There are teachers who believe, “I am responsible for adhering to the state and district guidelines as literally as possible so that my students score high on the end-of-year exams.” This teacher is functioning very differently than the teacher who believes, “My most fundamental role is to preside over the intellectual, spiritual, and emotional development of these children so that they become intellectually curious, balanced, and happy.”
Many schools may not actually want someone who is too individualistic and might be better off with hyper-focused, one-subject specialists. But we do not seek them at Grauer. A real teacher scaffolds our dreams and then shares them. A real teacher inhabits our world. The teachers we seek will share in anxiety, insecurity, pain, and moments of teen hilarity. The teachers we seek are ones who, when we think of the word trust in the biggest sense, their picture enters our mind, and we smile.
So how did we fare in our recent faculty member search? We are welcoming two teachers who have all of the holistic attributes we seek: humanitarian endeavors, hobbies, and pursuits and passions.

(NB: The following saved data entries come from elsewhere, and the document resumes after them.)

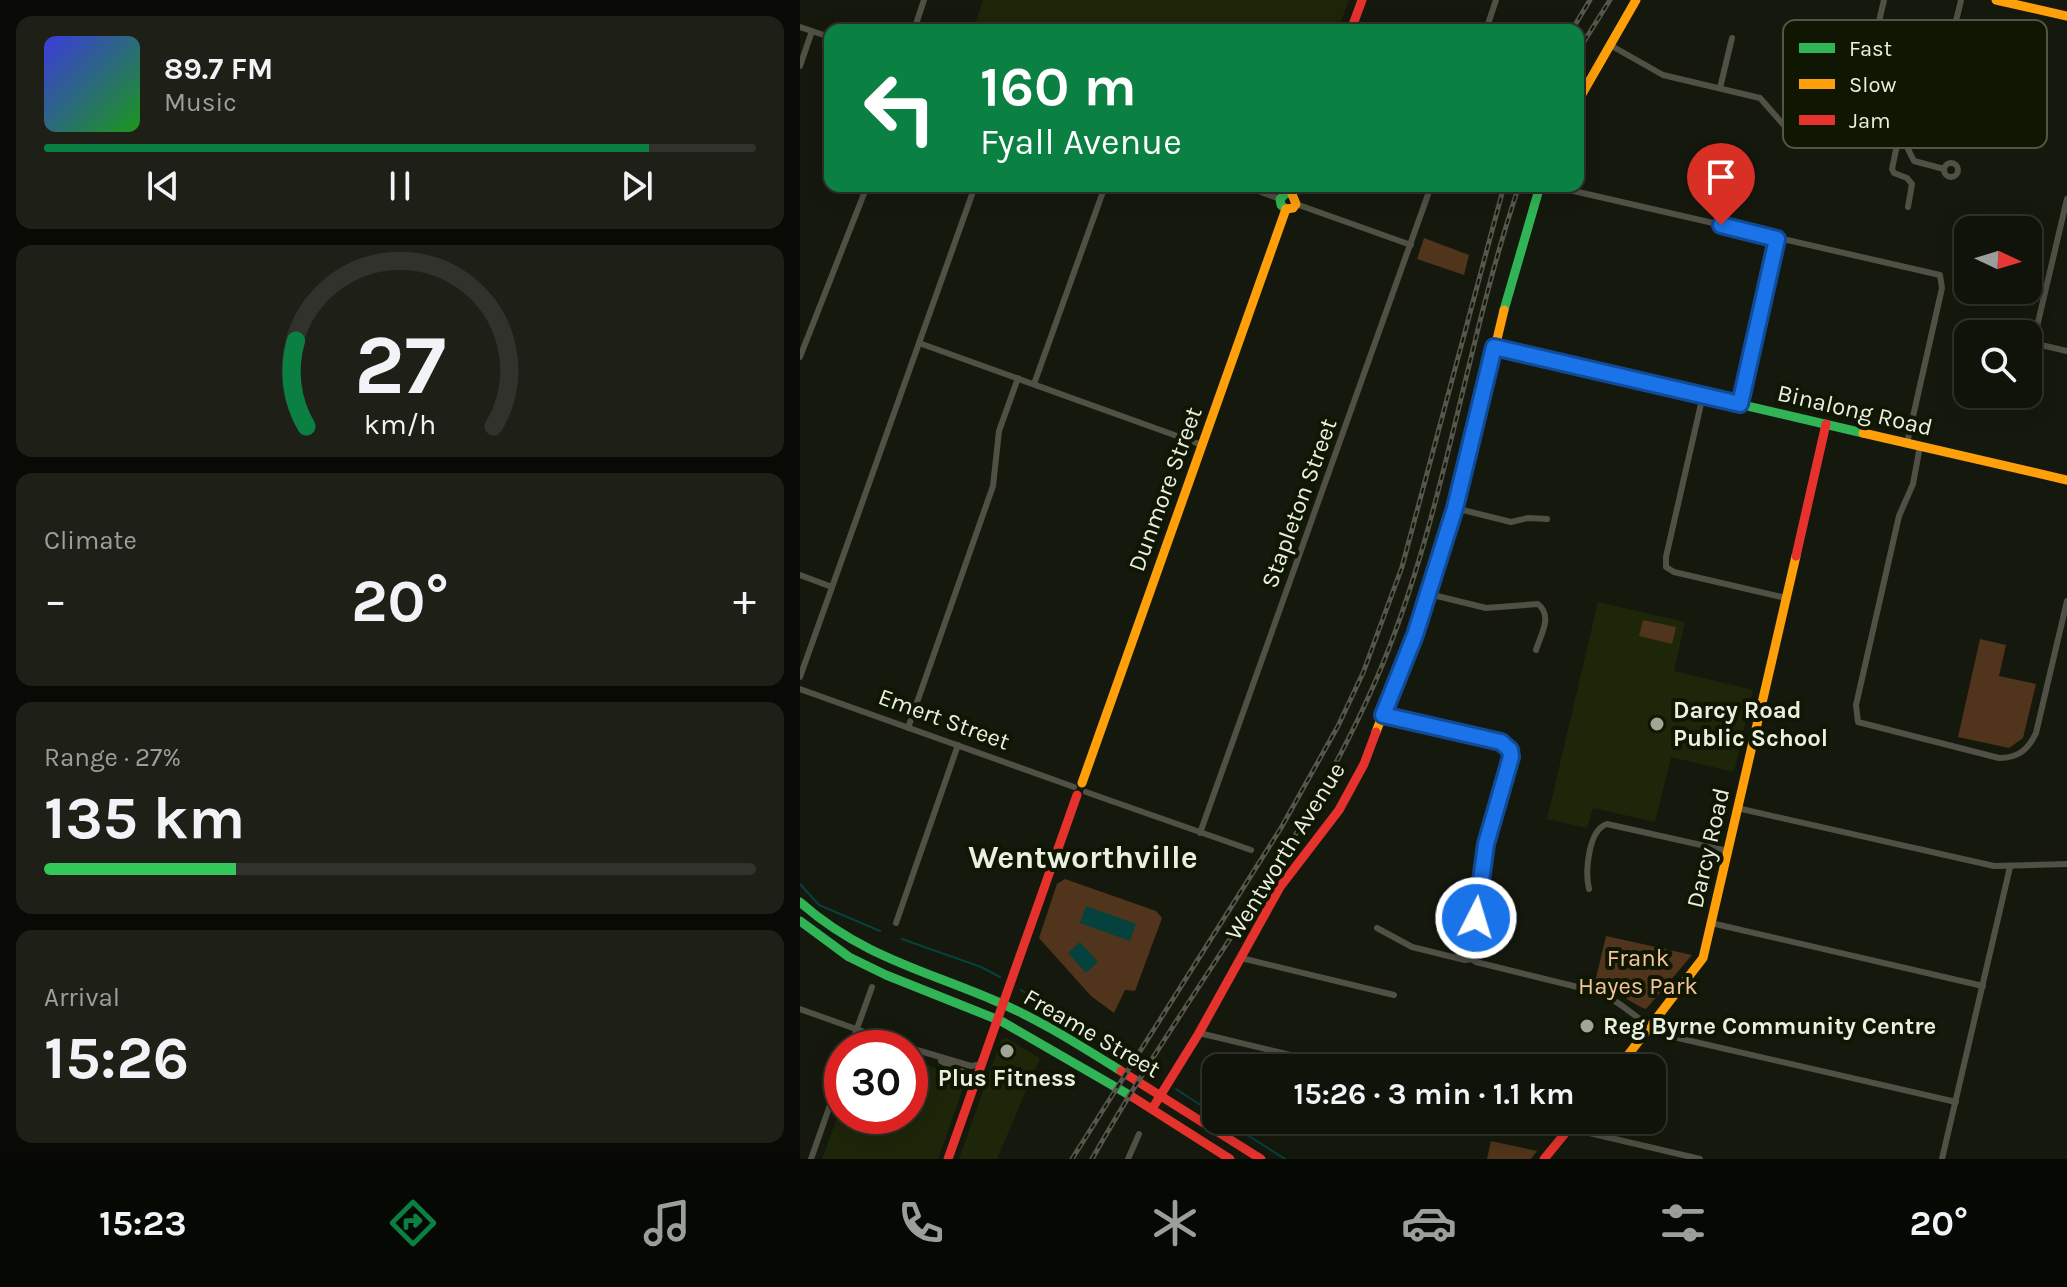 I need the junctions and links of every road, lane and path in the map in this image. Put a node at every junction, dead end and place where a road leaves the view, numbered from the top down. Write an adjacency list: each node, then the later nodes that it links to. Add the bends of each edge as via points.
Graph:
1 (924, 0): 12 (street)
2 (1362, 0): 13 (main road)
3 (1496, 0): 14 (street)
4 (1636, 0): 19 (main road)
5 (1884, 0): 10 (street)
6 (1961, 0): 11 (street)
7 (1996, 0): 8 (main road)
8 (2030, 4): 9 (main road)
9 (2067, 16)
10 (1880, 20)
11 (1957, 20)
12 (916, 24)
13 (1353, 24)
14 (1488, 24)
15 (800, 27): 16 (street)
16 (812, 31): 17 (street); 20 (street)
17 (824, 35)
18 (1732, 38): 21 (street)
19 (1610, 45): 21 (street, via 1663,75); 22 (main road)
20 (800, 66)
21 (1720, 88): 23 (street, via 1763,99)
22 (1584, 90)
23 (1783, 123)
24 (1896, 148): 37 (street, via 1892,169 1912,184)
25 (1907, 148): 26 (street, via 1914,161)
26 (1944, 169)
27 (865, 192): 43 (street)
28 (973, 192): 40 (street)
29 (1103, 192): 45 (street)
30 (1261, 192): 35 (street)
31 (1429, 192): 39 (street, Stapleton Street)
32 (1538, 192): 41 (main road, Wentworth Avenue)
33 (1577, 192): 38 (street)
34 (1292, 198): 35 (main road, via 1286,193); 39 (street); 50 (main road, Dunmore Street)
35 (1280, 199)
36 (2067, 199): 42 (street, via 2036,340)
37 (1908, 207)
38 (1777, 239): 47 (street); 49 (street, via 1942,277)
39 (1411, 245): 68 (street, Stapleton Street)
40 (919, 343): 44 (street); 56 (street)
41 (1494, 347): 46 (main road, Binalong Road); 53 (main road, Wentworth Avenue)
42 (2067, 351)
43 (800, 357)
44 (1018, 378): 45 (street); 64 (street, via 999,431 993,486)
45 (1034, 384): 50 (street)
46 (1703, 395): 47 (main road, Binalong Road); 58 (street, via 1666,567)
47 (1740, 404): 48 (main road, Binalong Road)
48 (1826, 424): 49 (main road, Binalong Road); 58 (main road, Darcy Road)
49 (1907, 443): 51 (main road, Binalong Road)
50 (1202, 445): 66 (main road, Dunmore Street)
51 (1920, 446): 52 (main road, Binalong Road); 59 (street, via 1859,690 1858,722 1999,758 2025,751 2036,733)
52 (2067, 480)
53 (1455, 508): 54 (street, via 1511,522); 57 (main road, Wentworth Avenue)
54 (1547, 519)
55 (800, 575): 56 (street)
56 (832, 587): 61 (street)
57 (1429, 594): 60 (street, via 1486,608 1538,604 1547,617); 63 (main road, Wentworth Avenue)
58 (1786, 598): 67 (main road, Darcy Road)
59 (2067, 601)
60 (1536, 650)
61 (800, 677)
62 (800, 689): 64 (street, Emert Street)
63 (1383, 715): 79 (main road, Wentworth Avenue, via 1344,802 1284,882); 80 (street, via 1501,742 1510,750 1482,864 1468,947)
64 (908, 728): 65 (street, Emert Street)
65 (958, 745): 66 (street, Emert Street); 76 (street)
66 (1080, 789): 68 (street, Emert Street); 84 (main road, Dunmore Street)
67 (1737, 808): 70 (main road, Darcy Road); 72 (street)
68 (1200, 833): 69 (street, Emert Street)
69 (1251, 850)
70 (1728, 851): 73 (street, via 1607,824 1595,833 1585,874); 77 (main road, Darcy Road)
71 (2067, 864): 72 (street)
72 (2010, 867): 81 (street)
73 (1589, 889)
74 (800, 902): 84 (main road, via 859,947)
75 (800, 921): 86 (main road, via 877,971)
76 (896, 923)
77 (1711, 923): 81 (street); 87 (main road, Darcy Road, via 1701,962)
78 (1377, 928): 80 (street, via 1412,947)
79 (1241, 958): 83 (street); 89 (main road, Wentworth Avenue)
80 (1471, 959): 87 (street, via 1602,993)
81 (1983, 986): 97 (street)
82 (872, 987): 88 (street)
83 (1394, 995)
84 (1004, 1004): 86 (main road, Dunmore Street); 96 (main road, Freame Street)
85 (800, 1009): 88 (street)
86 (998, 1020): 94 (main road, Dunmore Street); 98 (main road, Freame Street)
87 (1650, 1027): 91 (main road, Darcy Road); 97 (street, via 1665,1035)
88 (857, 1029)
89 (1199, 1033): 90 (street); 96 (main road, Wentworth Avenue)
90 (1287, 1054)
91 (1629, 1054)
92 (928, 1055): 93 (street)
93 (931, 1056): 94 (street); 95 (street, via 968,1075)
94 (982, 1064): 95 (main road, Dunmore Street)
95 (974, 1086): 104 (main road, Dunmore Street)
96 (1160, 1096): 98 (main road, Wentworth Avenue); 107 (main road, Freame Street)
97 (1956, 1102): 110 (street)
98 (1152, 1109): 106 (main road, Freame Street)
99 (824, 1122): 103 (street)
100 (1139, 1134): 105 (street)
101 (1565, 1134): 108 (main road)
102 (1594, 1134): 109 (street)
103 (811, 1159)
104 (948, 1159)
105 (1128, 1159)
106 (1230, 1159)
107 (1261, 1159)
108 (1544, 1159)
109 (1700, 1159)
110 (1942, 1159)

One is a magna cum laude B.A. graduate who double-majored in English and history and has an M.A. in English education. He has more than 10 years of classroom teaching experience, including having taught in Kenya, New York, and Spain. He also enjoys rock climbing, running, lifting, improv comedy, music, traveling, and service projects. His references sing his praises: “Amazing teacher,” a “strong collaborator,” and a “creative teacher who goes out of his way to reach all of his students” are just some of the phrases they use to describe him. He says he was drawn to Grauer because of its focus on teaching the whole student, inspiring lifelong learners and empathetic human beings, and doing that inside and outside the classroom.
The other is a former literature professor, with a B.A., M.A., Ph.D., and a global background. She enjoys reading, gardening, sailing, biking, camping, and traveling throughout Baja California and mainland Mexico. Her references describe her as having a “knack for developing a caring rapport with [her] students that is characterized by compassion, humor, and flexibility.” And, she believes in “fostering strong personal relationships that are characterized by individual attention, compassion, and service.”
We couldn’t be happier to have these two teachers in the fold at Grauer.
To get beyond the standard skill-based approach to hiring, we write our job descriptions so that our holistic approach is clear to candidates. Our faculty job announcement application contains this wording:
“We specialize in developing resourceful and compassionate individuals and college candidates in a challenging setting. Our faculty is energetic and dynamic, engaging in real teaching/learning relationships with students. Teaching candidates should demonstrate teaching experience, a commitment to secondary education, a passion for Socratic teaching, and an extensive knowledge of their subject matter.”
We also try to ensure that our application and interview process reflects this as well. For example, we ask:
- How and why did you choose this line of work?
- What was the best job you have ever had? Why?
- What is your definition of leadership? What does leadership look like to you?
- Are there any community activities you participate in that you think enrich your teaching or make you a more positive community role model for your students?
- What are you reading right now?
- What sustained international and/or intercultural and/or humanitarian experience do you have?
This last question is one of our favorites, in part because having sustained international or intercultural immersion experiences—as well as a slate of outside-the-classroom interests and talents—is key to securing a position at The Grauer School.